↓↓↓
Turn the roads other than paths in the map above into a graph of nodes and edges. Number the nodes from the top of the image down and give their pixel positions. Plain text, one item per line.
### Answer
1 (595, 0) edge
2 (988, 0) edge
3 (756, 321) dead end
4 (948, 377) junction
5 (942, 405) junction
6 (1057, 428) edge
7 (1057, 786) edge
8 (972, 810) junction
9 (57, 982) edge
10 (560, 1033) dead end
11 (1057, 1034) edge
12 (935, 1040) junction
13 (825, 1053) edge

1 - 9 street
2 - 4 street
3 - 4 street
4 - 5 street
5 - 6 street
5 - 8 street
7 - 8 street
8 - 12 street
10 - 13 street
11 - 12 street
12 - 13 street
↑↑↑
TASK: Output all of the data again, exactly.

ANSWER AREA:
Turn the roads other than paths in the map above into a graph of nodes and edges. Number the nodes from the top of the image down and give their pixel positions. Plain text, one item per line.
### Answer
1 (595, 0) edge
2 (988, 0) edge
3 (756, 321) dead end
4 (948, 377) junction
5 (942, 405) junction
6 (1057, 428) edge
7 (1057, 786) edge
8 (972, 810) junction
9 (57, 982) edge
10 (560, 1033) dead end
11 (1057, 1034) edge
12 (935, 1040) junction
13 (825, 1053) edge

1 - 9 street
2 - 4 street
3 - 4 street
4 - 5 street
5 - 6 street
5 - 8 street
7 - 8 street
8 - 12 street
10 - 13 street
11 - 12 street
12 - 13 street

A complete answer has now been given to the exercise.